▸ DATA EXCERPTS:
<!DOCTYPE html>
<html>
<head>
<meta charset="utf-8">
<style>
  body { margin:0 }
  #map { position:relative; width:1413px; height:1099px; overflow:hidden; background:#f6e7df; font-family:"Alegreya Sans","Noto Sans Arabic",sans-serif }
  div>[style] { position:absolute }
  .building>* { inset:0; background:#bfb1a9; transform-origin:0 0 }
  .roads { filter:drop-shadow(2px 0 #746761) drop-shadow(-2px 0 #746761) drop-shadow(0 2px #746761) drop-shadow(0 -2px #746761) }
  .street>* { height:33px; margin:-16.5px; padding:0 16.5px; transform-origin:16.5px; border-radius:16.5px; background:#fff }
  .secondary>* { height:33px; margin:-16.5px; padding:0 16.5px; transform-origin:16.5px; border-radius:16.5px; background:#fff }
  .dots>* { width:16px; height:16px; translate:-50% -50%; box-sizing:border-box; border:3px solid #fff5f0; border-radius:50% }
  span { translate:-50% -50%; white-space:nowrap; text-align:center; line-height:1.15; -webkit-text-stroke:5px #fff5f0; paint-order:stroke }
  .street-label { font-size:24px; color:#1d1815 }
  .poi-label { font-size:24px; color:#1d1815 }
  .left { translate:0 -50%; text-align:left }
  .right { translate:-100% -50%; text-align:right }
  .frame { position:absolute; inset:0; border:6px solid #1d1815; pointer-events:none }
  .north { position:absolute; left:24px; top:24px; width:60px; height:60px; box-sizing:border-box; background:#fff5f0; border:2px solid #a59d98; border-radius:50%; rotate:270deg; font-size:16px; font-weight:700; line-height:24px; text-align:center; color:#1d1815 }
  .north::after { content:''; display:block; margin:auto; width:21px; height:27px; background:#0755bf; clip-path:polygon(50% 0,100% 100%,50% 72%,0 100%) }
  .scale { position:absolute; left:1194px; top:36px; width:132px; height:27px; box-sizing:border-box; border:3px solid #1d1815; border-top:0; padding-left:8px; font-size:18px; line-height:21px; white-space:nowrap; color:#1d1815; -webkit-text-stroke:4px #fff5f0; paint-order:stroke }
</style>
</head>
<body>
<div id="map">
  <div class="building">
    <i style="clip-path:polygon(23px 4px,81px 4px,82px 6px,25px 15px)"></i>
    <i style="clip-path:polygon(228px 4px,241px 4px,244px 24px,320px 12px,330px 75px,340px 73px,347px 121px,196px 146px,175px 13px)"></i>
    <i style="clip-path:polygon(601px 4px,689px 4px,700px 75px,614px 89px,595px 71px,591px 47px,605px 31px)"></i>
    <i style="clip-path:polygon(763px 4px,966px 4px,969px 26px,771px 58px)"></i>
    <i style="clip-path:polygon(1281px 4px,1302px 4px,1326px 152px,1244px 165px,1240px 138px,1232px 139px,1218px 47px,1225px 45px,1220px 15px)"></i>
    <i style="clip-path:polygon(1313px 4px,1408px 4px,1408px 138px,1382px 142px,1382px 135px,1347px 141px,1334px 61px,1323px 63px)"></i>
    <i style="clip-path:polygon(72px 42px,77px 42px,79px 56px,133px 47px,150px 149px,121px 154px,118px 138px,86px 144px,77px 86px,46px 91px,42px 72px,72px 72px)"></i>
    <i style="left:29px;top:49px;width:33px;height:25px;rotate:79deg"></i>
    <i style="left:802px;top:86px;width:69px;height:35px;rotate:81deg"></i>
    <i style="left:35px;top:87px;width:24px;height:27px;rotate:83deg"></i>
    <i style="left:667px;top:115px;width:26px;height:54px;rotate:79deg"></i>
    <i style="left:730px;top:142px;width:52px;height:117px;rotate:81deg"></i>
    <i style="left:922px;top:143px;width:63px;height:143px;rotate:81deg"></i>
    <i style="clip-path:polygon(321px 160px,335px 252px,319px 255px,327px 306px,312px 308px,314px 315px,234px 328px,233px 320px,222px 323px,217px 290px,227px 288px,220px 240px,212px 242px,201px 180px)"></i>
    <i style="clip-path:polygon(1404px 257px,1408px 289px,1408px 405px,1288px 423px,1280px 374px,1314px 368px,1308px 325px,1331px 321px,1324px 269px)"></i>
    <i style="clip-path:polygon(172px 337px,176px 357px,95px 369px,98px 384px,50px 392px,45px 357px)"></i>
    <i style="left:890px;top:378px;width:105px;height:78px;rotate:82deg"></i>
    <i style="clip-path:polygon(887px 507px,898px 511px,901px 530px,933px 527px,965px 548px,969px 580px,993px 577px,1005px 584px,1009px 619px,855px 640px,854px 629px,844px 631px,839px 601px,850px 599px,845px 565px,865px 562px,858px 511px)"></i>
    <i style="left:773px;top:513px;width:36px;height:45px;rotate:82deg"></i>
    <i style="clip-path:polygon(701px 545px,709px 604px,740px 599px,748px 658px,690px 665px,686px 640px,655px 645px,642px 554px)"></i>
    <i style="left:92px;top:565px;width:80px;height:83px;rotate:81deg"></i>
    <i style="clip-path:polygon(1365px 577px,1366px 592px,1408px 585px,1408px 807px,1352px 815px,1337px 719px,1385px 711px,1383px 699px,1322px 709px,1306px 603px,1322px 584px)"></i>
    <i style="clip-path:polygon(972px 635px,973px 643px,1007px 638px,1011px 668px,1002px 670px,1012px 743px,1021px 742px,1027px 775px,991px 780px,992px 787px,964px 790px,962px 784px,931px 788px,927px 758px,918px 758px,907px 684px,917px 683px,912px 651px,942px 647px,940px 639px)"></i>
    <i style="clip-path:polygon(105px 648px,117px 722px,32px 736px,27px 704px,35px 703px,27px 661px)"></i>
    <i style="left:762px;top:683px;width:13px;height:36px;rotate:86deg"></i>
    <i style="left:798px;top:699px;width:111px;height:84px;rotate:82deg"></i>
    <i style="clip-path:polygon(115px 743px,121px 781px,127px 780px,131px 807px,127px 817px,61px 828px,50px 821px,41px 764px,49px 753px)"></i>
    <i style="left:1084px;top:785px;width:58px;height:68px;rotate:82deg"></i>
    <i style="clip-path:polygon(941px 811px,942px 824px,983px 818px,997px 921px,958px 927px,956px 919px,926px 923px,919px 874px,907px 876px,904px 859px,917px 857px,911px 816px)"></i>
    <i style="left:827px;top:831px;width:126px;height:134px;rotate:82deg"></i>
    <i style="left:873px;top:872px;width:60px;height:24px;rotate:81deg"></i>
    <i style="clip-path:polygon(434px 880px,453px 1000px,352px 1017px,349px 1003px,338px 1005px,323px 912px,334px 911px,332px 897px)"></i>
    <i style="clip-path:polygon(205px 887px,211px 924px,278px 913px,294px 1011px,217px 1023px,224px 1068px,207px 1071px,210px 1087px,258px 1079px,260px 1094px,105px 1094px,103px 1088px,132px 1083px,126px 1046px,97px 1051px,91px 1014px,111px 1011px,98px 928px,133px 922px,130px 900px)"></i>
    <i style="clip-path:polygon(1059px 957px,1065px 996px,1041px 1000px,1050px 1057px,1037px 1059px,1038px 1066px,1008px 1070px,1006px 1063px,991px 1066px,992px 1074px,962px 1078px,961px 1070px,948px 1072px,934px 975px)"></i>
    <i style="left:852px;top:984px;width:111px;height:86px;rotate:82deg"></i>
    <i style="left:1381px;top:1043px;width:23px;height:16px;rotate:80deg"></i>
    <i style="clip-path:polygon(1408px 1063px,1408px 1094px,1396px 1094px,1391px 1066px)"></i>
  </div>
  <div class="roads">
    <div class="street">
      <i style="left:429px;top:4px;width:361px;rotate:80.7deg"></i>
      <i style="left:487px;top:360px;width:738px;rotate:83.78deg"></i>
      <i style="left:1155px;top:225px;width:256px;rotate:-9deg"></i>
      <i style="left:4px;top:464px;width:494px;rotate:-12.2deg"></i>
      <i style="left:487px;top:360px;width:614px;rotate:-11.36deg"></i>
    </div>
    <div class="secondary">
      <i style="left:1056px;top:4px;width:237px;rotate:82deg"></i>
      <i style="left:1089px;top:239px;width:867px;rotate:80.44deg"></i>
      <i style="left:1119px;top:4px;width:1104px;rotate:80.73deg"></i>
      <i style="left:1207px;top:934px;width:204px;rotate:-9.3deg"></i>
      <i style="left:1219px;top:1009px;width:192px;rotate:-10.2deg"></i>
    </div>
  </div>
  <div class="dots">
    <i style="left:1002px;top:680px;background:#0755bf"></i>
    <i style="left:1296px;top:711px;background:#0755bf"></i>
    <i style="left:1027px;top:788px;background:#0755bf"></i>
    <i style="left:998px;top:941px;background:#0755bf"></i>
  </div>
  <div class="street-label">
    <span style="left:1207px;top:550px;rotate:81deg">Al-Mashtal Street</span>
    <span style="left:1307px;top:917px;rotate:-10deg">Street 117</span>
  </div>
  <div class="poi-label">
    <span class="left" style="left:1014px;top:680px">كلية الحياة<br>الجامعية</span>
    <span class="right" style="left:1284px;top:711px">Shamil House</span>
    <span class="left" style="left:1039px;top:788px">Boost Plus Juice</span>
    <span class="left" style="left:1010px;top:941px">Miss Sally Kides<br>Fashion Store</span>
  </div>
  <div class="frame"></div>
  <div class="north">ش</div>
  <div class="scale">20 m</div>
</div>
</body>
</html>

▸ WORK REQUIRED:
Restate verbatim the first line above and all lines after it through the line containing "position:absolute; left:24px; top:24px;"; omit the rest.

▸ RESPONSE:
<!DOCTYPE html>
<html>
<head>
<meta charset="utf-8">
<style>
  body { margin:0 }
  #map { position:relative; width:1413px; height:1099px; overflow:hidden; background:#f6e7df; font-family:"Alegreya Sans","Noto Sans Arabic",sans-serif }
  div>[style] { position:absolute }
  .building>* { inset:0; background:#bfb1a9; transform-origin:0 0 }
  .roads { filter:drop-shadow(2px 0 #746761) drop-shadow(-2px 0 #746761) drop-shadow(0 2px #746761) drop-shadow(0 -2px #746761) }
  .street>* { height:33px; margin:-16.5px; padding:0 16.5px; transform-origin:16.5px; border-radius:16.5px; background:#fff }
  .secondary>* { height:33px; margin:-16.5px; padding:0 16.5px; transform-origin:16.5px; border-radius:16.5px; background:#fff }
  .dots>* { width:16px; height:16px; translate:-50% -50%; box-sizing:border-box; border:3px solid #fff5f0; border-radius:50% }
  span { translate:-50% -50%; white-space:nowrap; text-align:center; line-height:1.15; -webkit-text-stroke:5px #fff5f0; paint-order:stroke }
  .street-label { font-size:24px; color:#1d1815 }
  .poi-label { font-size:24px; color:#1d1815 }
  .left { translate:0 -50%; text-align:left }
  .right { translate:-100% -50%; text-align:right }
  .frame { position:absolute; inset:0; border:6px solid #1d1815; pointer-events:none }
  .north { position:absolute; left:24px; top:24px; width:60px; height:60px; box-sizing:border-box; background:#fff5f0; border:2px solid #a59d98; border-radius:50%; rotate:270deg; font-size:16px; font-weight:700; line-height:24px; text-align:center; color:#1d1815 }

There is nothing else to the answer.